Friday, January 02, 2009

Smoking allowed

We had lunch at a cafeteria south of Dallas.

There must be different rules in Texas than in Colorado... I don't think there is a single restaurant in Colorado that allows smoking. I didn't see anyone smoking, however. They must have all come from Colorado, unprepared for that unexpected freedom.

7 comments:

Adam Singer said...

That is disgusting they allow smoking indoors at any establishment. I for one will never eat inside a place that allows smoking. Didn't even know this was legal anymore.

The Lone Beader said...

Oh, yea, it is a state law... I am so glad they banned smoking in bars and restaurants in Massachusetts. But, when I go home to Pennsylvania to visit my family, they allow smoking! It is so nasty, but there are a few states I imagine will never vote to change that law.

Hannah said...

Over here, they allow smoking just about everywhere except for shopping malls. I've gotten used to it I think. One time I do remember at a little stall we were eating at, several tables around us had people smoking. I made a "yucky" face or something because I didn't like the smoke. One man apparently noticed, apologized and put his cigarette out! That was a first, and probably a last, but he got a big smile from me. :)

Shilingi-Moja said...

Virginia leaves it up to local governments. There are smokers all over Richmond. It's the influence of tobacco money -- Philip Morris is huge here. It's VERY unpleasant to try to eat Mexican food and smell smoke from across the divider.

lifeinstuttgart said...

I believe it was outlawed in Germany everywhere except for Bavaria last year. As a lifelong smoker who quit a few years ago I find it a Godsend! I now can smell cigarette smoke about half a mile away and I get nauseous.

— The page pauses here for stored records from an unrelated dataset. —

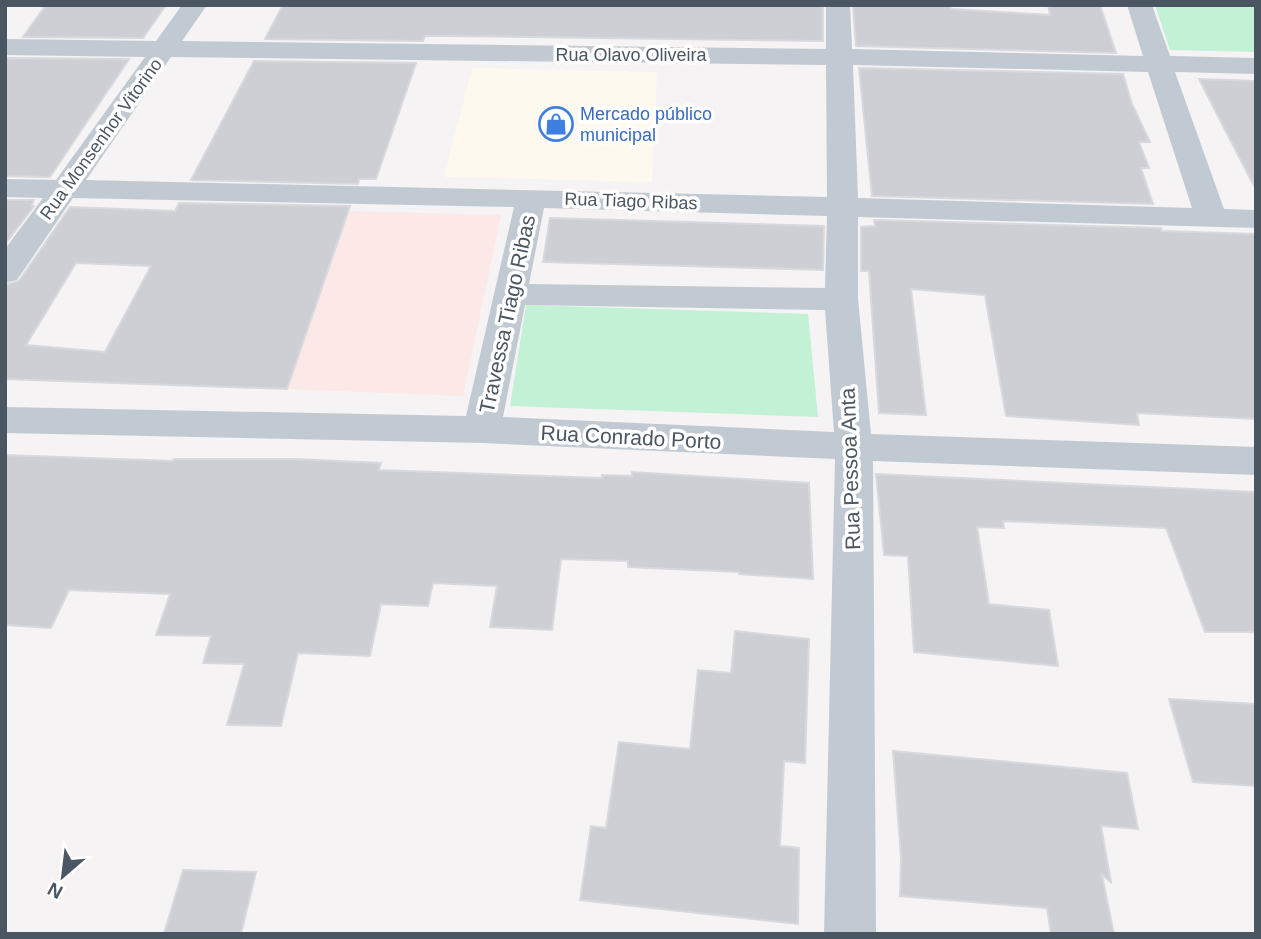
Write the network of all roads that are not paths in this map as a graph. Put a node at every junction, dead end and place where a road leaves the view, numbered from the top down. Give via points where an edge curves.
1 (195, 5) edge
2 (838, 5) edge
3 (1139, 5) edge
4 (5, 47) edge
5 (164, 51) junction
6 (838, 57) junction
7 (1160, 63) junction
8 (1256, 65) edge
9 (5, 188) edge
10 (65, 190) junction
11 (531, 198) junction
12 (843, 208) junction
13 (1211, 217) junction
14 (1256, 219) edge
15 (5, 272) edge
16 (512, 294) junction
17 (841, 299) junction
18 (5, 420) edge
19 (482, 430) junction
20 (854, 447) junction
21 (1256, 461) edge
22 (850, 934) edge

1 - 5 street, Rua Monsenhor Vitorino
2 - 6 street, Rua Pessoa Anta
3 - 7 street
4 - 5 street, Rua Olavo Oliveira
5 - 6 street, Rua Olavo Oliveira
5 - 10 street, Rua Monsenhor Vitorino
6 - 7 street, Rua Olavo Oliveira
6 - 12 street, Rua Pessoa Anta
7 - 8 street, Rua Olavo Oliveira
7 - 13 street
9 - 10 street, Rua Tiago Ribas
10 - 11 street, Rua Tiago Ribas
10 - 15 street, Rua Monsenhor Vitorino
11 - 12 street, Rua Tiago Ribas
11 - 16 street, Travessa Tiago Ribas
12 - 13 street, Rua Tiago Ribas
12 - 17 street, Rua Pessoa Anta
13 - 14 street, Rua Tiago Ribas
16 - 17 street
16 - 19 street, Travessa Tiago Ribas
17 - 20 street, Rua Pessoa Anta
18 - 19 street, Rua Conrado Porto
19 - 20 street, Rua Conrado Porto
20 - 21 street, Rua Conrado Porto
20 - 22 street, Rua Pessoa Anta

I'm not trying to be self-righteous, just healthy. I know what it's like to be addicted to nicotine!

Julie Layne said...

It's up to the city governments in Texas. In Arlington, it's banned (although I think there are certain exemptions for some types of establishments), but in Mansfield it's not yet. We can tell a difference when we go out to eat in each. I imagine their time is coming, as well as most other cities in Texas. It's a sea change, and traditional, small town areas are slower to adapt for various reasons, I imagine.

Anonymous said...

Since July of 2008, Pennsylvania does not allow smoking in public places - yippee!